Via G. Garibaldi 25, Torino

Dopo un trentennio di occupazioni militari, nel 1563 Torino diventa sede ducale di Emanuele Filiberto di Savoia. La chiesa suggella l’alleanza tra la dinastia sabauda e la Compagnia di Gesù, chiamata a Torino già nel 1566 per esercitare il proprio ministero educativo, per iniziativa della Venerabile Compagnia della Fede Cattolica, istituzione che diventerà la Compagnia di San Paolo (si veda la Cappella di San Paolo, prima a destra, con quadro di Federico Zuccari, 1607).

Nel 1574 i Gesuiti entrano in possesso di parte dell’isolato di San Paolo sulla via Dora Grossa, principale asse viario di Torino (attuale via Garibaldi), già sede della parrocchia di Santo Stefano e delle case del Seminario diocesano.

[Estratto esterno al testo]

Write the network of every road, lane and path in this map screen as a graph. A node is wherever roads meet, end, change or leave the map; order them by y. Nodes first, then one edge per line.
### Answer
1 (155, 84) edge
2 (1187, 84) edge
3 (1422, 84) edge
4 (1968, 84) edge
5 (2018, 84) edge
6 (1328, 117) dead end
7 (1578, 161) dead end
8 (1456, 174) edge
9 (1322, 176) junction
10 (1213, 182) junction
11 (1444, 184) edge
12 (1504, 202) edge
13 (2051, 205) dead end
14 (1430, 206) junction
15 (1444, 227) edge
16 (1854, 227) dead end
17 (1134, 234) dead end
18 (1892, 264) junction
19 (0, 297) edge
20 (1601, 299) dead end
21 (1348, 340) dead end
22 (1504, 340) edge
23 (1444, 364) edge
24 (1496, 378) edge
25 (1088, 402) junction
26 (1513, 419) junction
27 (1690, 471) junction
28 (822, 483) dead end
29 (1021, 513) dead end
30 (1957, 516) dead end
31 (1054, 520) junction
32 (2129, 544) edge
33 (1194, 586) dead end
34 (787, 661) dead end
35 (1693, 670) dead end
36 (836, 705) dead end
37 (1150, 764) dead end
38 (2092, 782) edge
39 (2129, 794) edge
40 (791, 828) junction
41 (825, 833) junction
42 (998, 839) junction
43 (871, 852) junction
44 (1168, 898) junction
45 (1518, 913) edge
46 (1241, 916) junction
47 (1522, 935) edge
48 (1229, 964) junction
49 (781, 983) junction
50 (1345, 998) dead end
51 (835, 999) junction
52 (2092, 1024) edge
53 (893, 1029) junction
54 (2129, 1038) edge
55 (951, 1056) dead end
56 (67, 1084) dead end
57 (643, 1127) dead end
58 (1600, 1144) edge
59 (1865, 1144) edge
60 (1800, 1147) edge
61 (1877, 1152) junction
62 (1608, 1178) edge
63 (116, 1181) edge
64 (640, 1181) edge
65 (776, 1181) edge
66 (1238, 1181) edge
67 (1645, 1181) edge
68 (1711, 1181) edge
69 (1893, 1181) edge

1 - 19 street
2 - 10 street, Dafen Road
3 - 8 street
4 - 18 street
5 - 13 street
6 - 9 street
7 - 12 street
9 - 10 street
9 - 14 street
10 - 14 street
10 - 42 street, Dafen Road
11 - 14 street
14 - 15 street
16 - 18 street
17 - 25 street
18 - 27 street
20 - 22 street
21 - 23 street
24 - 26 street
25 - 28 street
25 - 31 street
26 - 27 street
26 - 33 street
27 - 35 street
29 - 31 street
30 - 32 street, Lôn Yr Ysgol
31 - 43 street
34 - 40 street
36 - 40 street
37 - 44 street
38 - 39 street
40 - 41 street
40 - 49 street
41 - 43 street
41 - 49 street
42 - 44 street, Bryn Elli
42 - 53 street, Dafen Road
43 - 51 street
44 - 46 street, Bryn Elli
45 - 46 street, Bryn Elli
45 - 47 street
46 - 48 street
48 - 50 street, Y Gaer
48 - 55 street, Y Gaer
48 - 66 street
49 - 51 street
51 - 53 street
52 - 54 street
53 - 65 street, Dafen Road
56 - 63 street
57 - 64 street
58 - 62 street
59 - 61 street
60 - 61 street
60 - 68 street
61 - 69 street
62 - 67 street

La chiesa è dedicata ai più antichi protettori di Torino, i santi martiri Solutore, Avventore e Ottavio, soldati della legione tebea, martiri per la fede durante le persecuzioni dell’imperatore romano Diocleziano, sepolti a Torino dalla nobile cristiana Giuliana, ricordati in un inno da san Massimo, vescovo di Torino, alla fine del IV secolo. Nei pilastri dell’arco che separa la navata dal presbiterio, sono collocate due pietre che la tradizione ricorda come le orme di santa Giuliana e il sasso dove fu decollato San Solutore. Inizialmente conservate nell’abbazia medievale di San Solutore, le reliquie sono ospitate dal 1536 presso la chiesa di Sant’Andrea (l’attuale Consolata): traslate nel 1575 in una cappella provvisoria presso la casa dei Gesuiti, sono collocate nella nuova chiesa alla fine della sua costruzione, il 20 gennaio 1584, tuttora giorno della loro memoria nell’arcidiocesi di Torino.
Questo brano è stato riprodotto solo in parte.